Modern Art Oxford presents: Mariana Castillo Deball: Between making and knowing something
2 October 2020 – 3 January 2021
This major new commission by Mariana Castillo Deball (b. 1975 in Mexico City, lives and works in Berlin) fundamentally questions methods of knowledge formation in Western museum collections. Featuring an expansive aerial installation, archival photographs and repurposed museum display cases, the exhibition uncovers hidden stories and individuals, with a particular focus on artefacts and archives held in the Pitt Rivers Museum in Oxford and the Smithsonian Museum National Collections in Washington D.C.
For the exhibition Deball has created a dynamic suspended installation of ceramics and textiles. These hand-made objects are a demonstration of the artist’s observations on the early stages of ethnographic work when, as the artist states, “there was no difference between making and knowing something”. The ceramic pieces are made out of red stoneware and painted using techniques and designs common to the Zuni, a Native American Pueblo people native to the Zuni River valley. Through the installation Deball traces the lives of Zuni lhamana We’wha (1849–1896), and her collaborator and controversial anthropologist Matilda Coxe Stevenson (1849 -1915).
The smaller galleries at Modern Art Oxford feature reproduced photographs documenting the fieldwork of explorer Elsie Colsell McDougall (1879–1961), and Makereti Papakura (1873-1930), who was a highly successful tour guide in New Zealand. These materials are displayed in 19th century museum cases loaned from the Natural History Museum in Oxford.

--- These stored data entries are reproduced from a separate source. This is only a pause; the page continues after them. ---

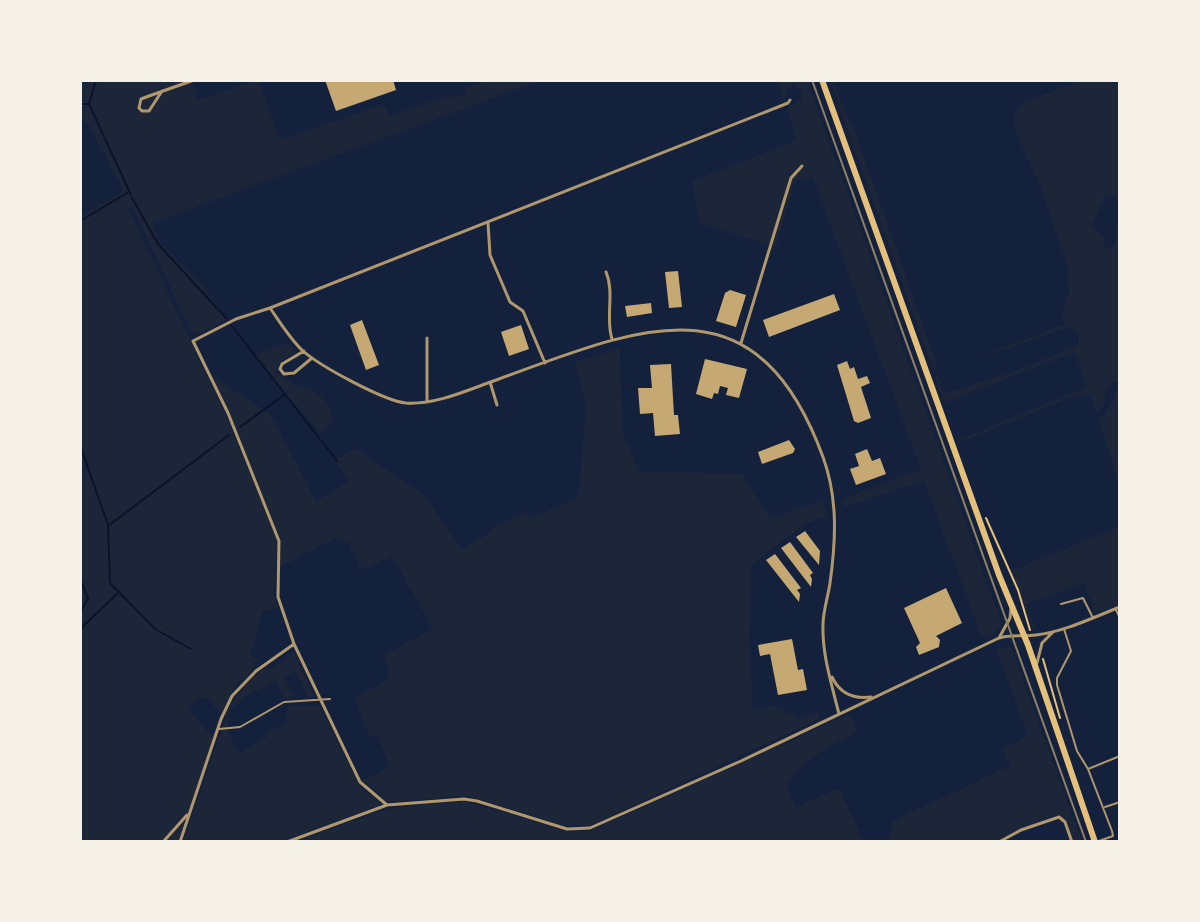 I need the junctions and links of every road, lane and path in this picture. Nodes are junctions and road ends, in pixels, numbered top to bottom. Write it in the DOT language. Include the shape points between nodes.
graph roads {
  1 [pos="194,80"];
  2 [pos="822,80"];
  3 [pos="184,82"];
  4 [pos="162,91"];
  5 [pos="790,100"];
  6 [pos="802,166"];
  7 [pos="488,223"];
  8 [pos="606,272"];
  9 [pos="270,308"];
  10 [pos="427,338"];
  11 [pos="612,339"];
  12 [pos="741,343"];
  13 [pos="304,351"];
  14 [pos="312,358"];
  15 [pos="545,363"];
  16 [pos="490,382"];
  17 [pos="427,402"];
  18 [pos="497,405"];
  19 [pos="1012,604"];
  20 [pos="1061,604"];
  21 [pos="1118,608"];
  22 [pos="1119,616"];
  23 [pos="1093,617"];
  24 [pos="1063,628"];
  25 [pos="1054,631"];
  26 [pos="1024,635"];
  27 [pos="999,638"];
  28 [pos="294,644"];
  29 [pos="1040,648"];
  30 [pos="829,670"];
  31 [pos="1037,671"];
  32 [pos="875,697"];
  33 [pos="330,699"];
  34 [pos="321,701"];
  35 [pos="839,714"];
  36 [pos="1060,717"];
  37 [pos="218,729"];
  38 [pos="1120,756"];
  39 [pos="1088,769"];
  40 [pos="1120,802"];
  41 [pos="387,805"];
  42 [pos="1104,808"];
  43 [pos="189,813"];
  44 [pos="163,842"];
  45 [pos="180,842"];
  46 [pos="287,842"];
  47 [pos="999,842"];
  48 [pos="1072,842"];
  49 [pos="1096,842"];
  1 -- 3 [label="street"];
  2 -- 19 [label="main road"];
  3 -- 4 [label="street"];
  4 -- 4 [label="street" via="149,111 139,108 141,99"];
  5 -- 7 [label="street"];
  6 -- 12 [label="street" via="791,178"];
  7 -- 9 [label="street"];
  7 -- 15 [label="street" via="490,255"];
  8 -- 11 [label="street"];
  9 -- 13 [label="street"];
  9 -- 28 [label="street" via="193,341 279,541 278,597"];
  10 -- 17 [label="street"];
  11 -- 12 [label="street" via="684,329"];
  11 -- 15 [label="street"];
  12 -- 30 [label="street" via="785,382 827,470 835,522 823,622"];
  13 -- 14 [label="street"];
  13 -- 14 [label="street" via="282,364 284,374 294,373"];
  14 -- 17 [label="street" via="392,400"];
  15 -- 16 [label="street"];
  16 -- 17 [label="street"];
  16 -- 18 [label="street"];
  19 -- 26 [label="main road"];
  19 -- 27 [label="street"];
  20 -- 23 [label="lane" via="1083,598"];
  21 -- 22 [label="lane"];
  21 -- 23 [label="street"];
  23 -- 24 [label="street"];
  24 -- 25 [label="street"];
  24 -- 39 [label="lane" via="1071,651 1057,685 1077,751"];
  25 -- 26 [label="street"];
  25 -- 29 [label="street"];
  26 -- 27 [label="street"];
  26 -- 31 [label="main road"];
  27 -- 32 [label="street"];
  28 -- 34 [label="street"];
  28 -- 37 [label="street" via="238,688"];
  29 -- 31 [label="street"];
  29 -- 36 [label="path"];
  30 -- 32 [label="street" via="848,695"];
  30 -- 35 [label="street"];
  31 -- 49 [label="main road"];
  32 -- 35 [label="street"];
  33 -- 34 [label="lane"];
  34 -- 37 [label="lane" via="284,702 240,727"];
  34 -- 41 [label="street" via="360,782"];
  35 -- 41 [label="street" via="590,828 567,829 477,801"];
  37 -- 43 [label="street"];
  38 -- 39 [label="lane"];
  39 -- 42 [label="lane"];
  40 -- 42 [label="lane"];
  41 -- 46 [label="street"];
  42 -- 49 [label="lane" via="1113,836"];
  43 -- 44 [label="street"];
  43 -- 45 [label="street"];
  47 -- 48 [label="street" via="1054,817 1062,819"];
} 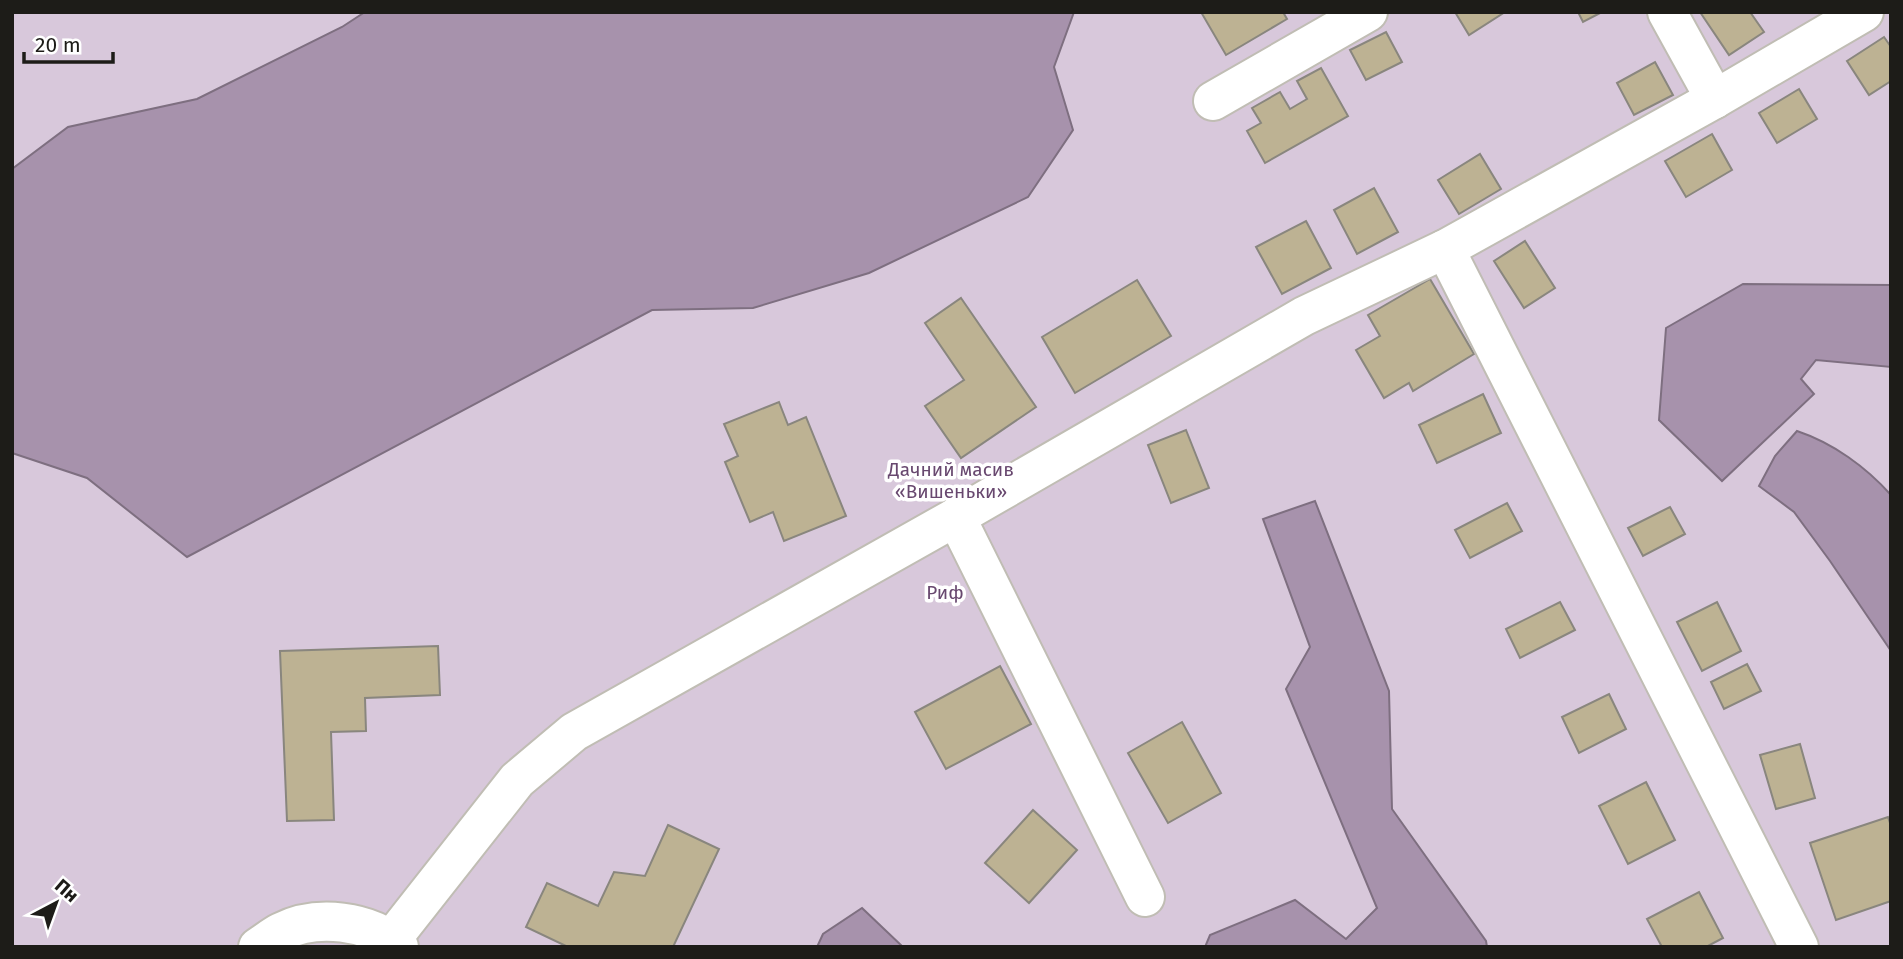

One of the cases is empty and, through an audio piece, Deball reflects on the responsibilities and challenges of interpreting, manufacturing and reproducing material culture as a contemporary artist.
Between making and knowing something is Deball’s first UK solo exhibition since 2013. For her, extensive research is essential to creating new ideas for an exhibition as her practice mediates between science, archaeology, and the visual arts, exploring the way these disciplines describe the world. Her work highlights collaborations and the exchange of knowledge as a transformative process for everyone involved, which she realises by experimenting with modes of reproduction. As she explains “recreating an object makes one understand and read the object in a different way”. Deball’s exhibition at Modern Art Oxford acknowledges how stories are performed and retained in museums, and makes visible lesser known practitioners and makers, whose histories have remained too long obscured.
This exhibition is supported by the Mexican Embassy and Mexican Agency for International Development Cooperation.